### Description of the task
Return each line of the data below verbatim; pictures are to be left out.

[Start of Attachment]

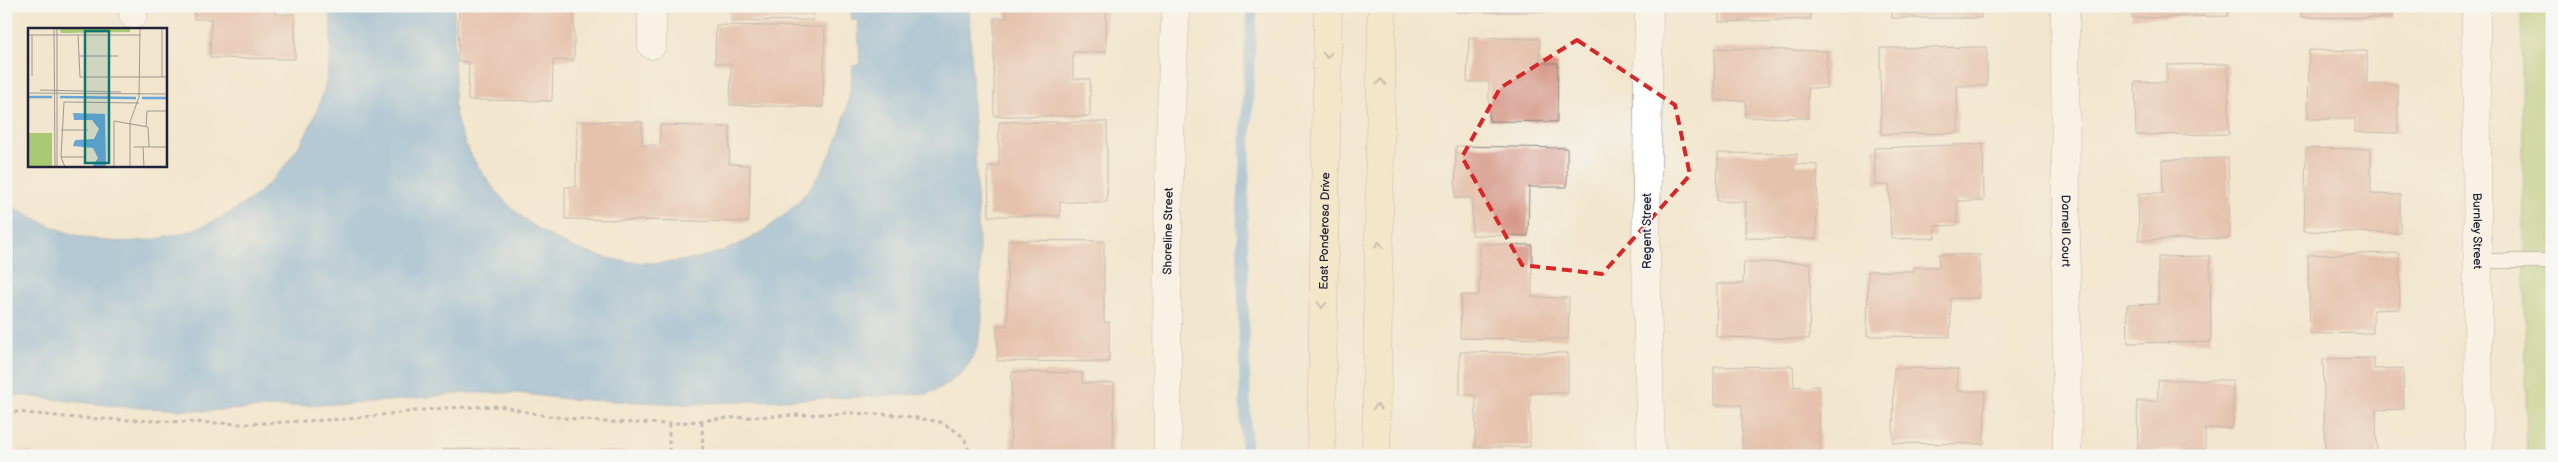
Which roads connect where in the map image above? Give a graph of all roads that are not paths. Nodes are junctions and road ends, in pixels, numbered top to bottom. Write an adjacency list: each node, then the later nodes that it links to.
1 (652, 6): 8 (street)
2 (1176, 6): 11 (street, Shoreline Street)
3 (1328, 6): 12 (main road, East Ponderosa Drive, one-way to 12)
4 (1382, 6): 13 (main road, one-way to 4)
5 (1649, 6): 14 (street, Regent Street)
6 (2065, 6): 15 (street, Darnell Court)
7 (2476, 6): 9 (street, Burnley Street)
8 (652, 45)
9 (2478, 261): 10 (lane); 16 (street, Burnley Street)
10 (2552, 261)
11 (1168, 456)
12 (1321, 456)
13 (1376, 456)
14 (1651, 456)
15 (2067, 456)
16 (2479, 456)

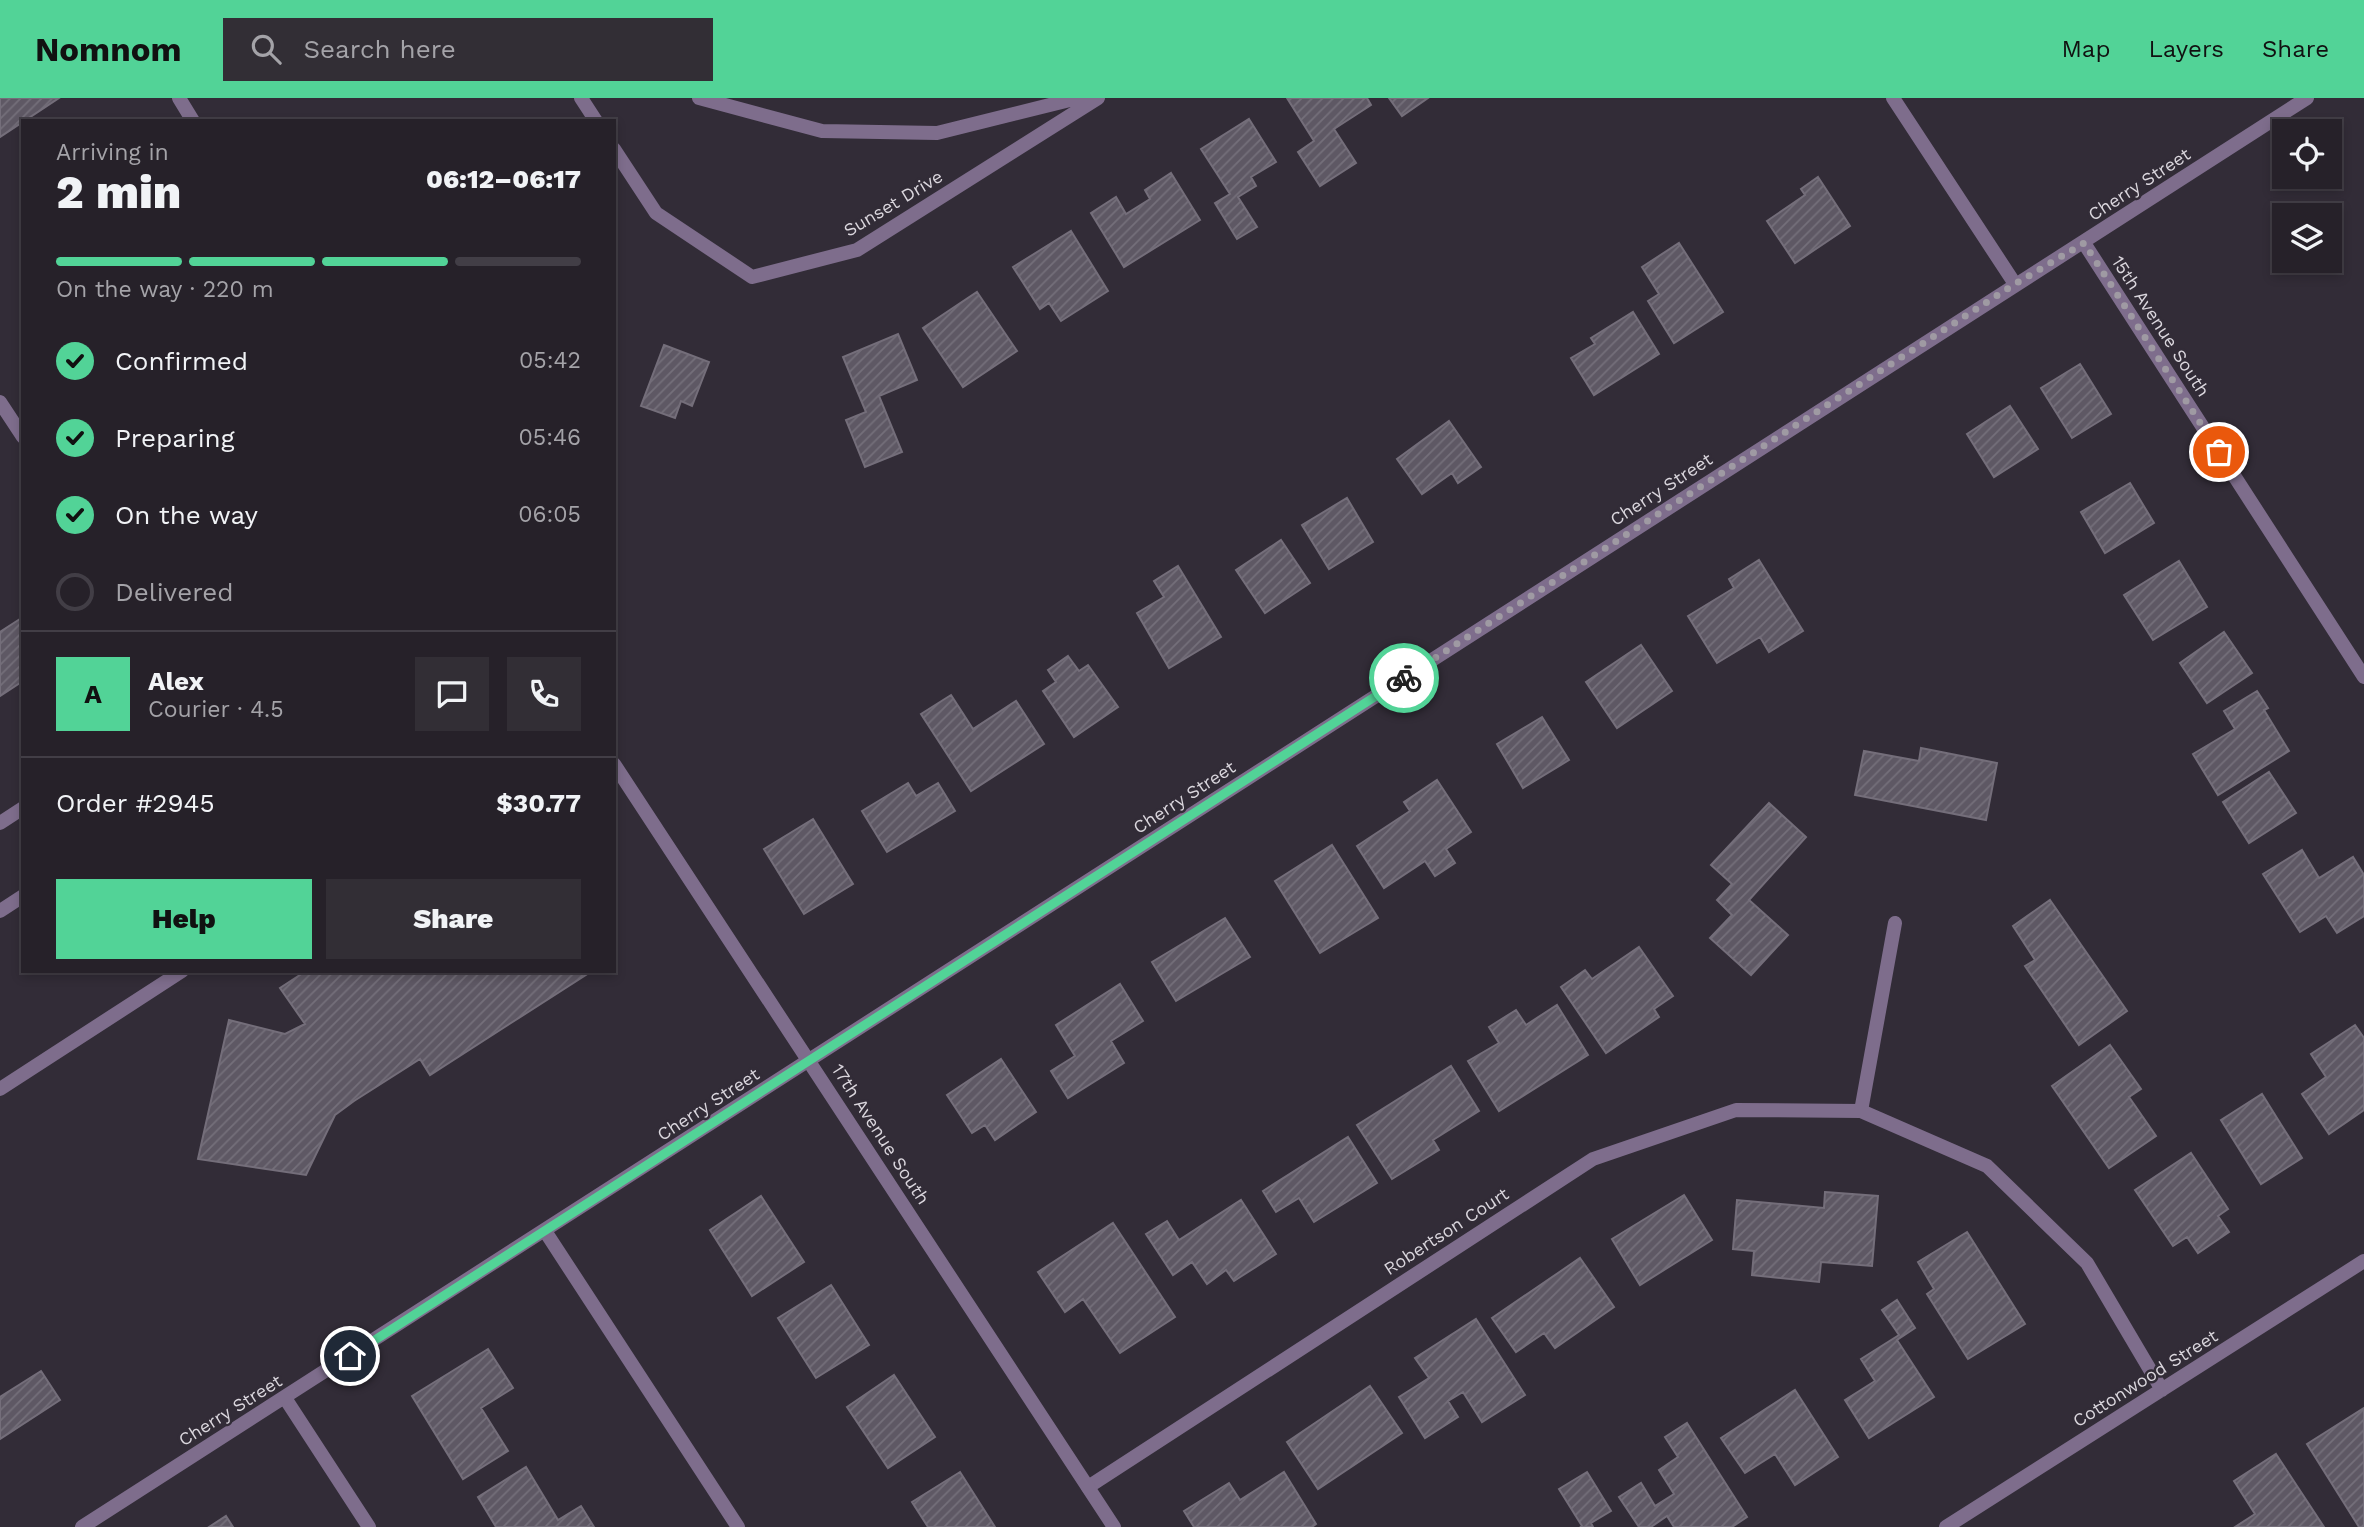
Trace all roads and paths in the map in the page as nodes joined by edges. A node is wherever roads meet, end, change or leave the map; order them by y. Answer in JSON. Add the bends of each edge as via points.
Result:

[End of Attachment]

### Result below
Which roads connect where in the map image above? Give a graph of all roads that are not paths. Nodes are junctions and road ends, in pixels, numbered top to bottom. Write an adjacency list: each node, then the later nodes that it links to.
1 (652, 6): 8 (street)
2 (1176, 6): 11 (street, Shoreline Street)
3 (1328, 6): 12 (main road, East Ponderosa Drive, one-way to 12)
4 (1382, 6): 13 (main road, one-way to 4)
5 (1649, 6): 14 (street, Regent Street)
6 (2065, 6): 15 (street, Darnell Court)
7 (2476, 6): 9 (street, Burnley Street)
8 (652, 45)
9 (2478, 261): 10 (lane); 16 (street, Burnley Street)
10 (2552, 261)
11 (1168, 456)
12 (1321, 456)
13 (1376, 456)
14 (1651, 456)
15 (2067, 456)
16 (2479, 456)

Trace all roads and paths in the map in the page as nodes joined by edges. A node is wherever roads meet, end, change or leave the map; order them by y. Answer in JSON. Add the bends of each edge as via points.
Result:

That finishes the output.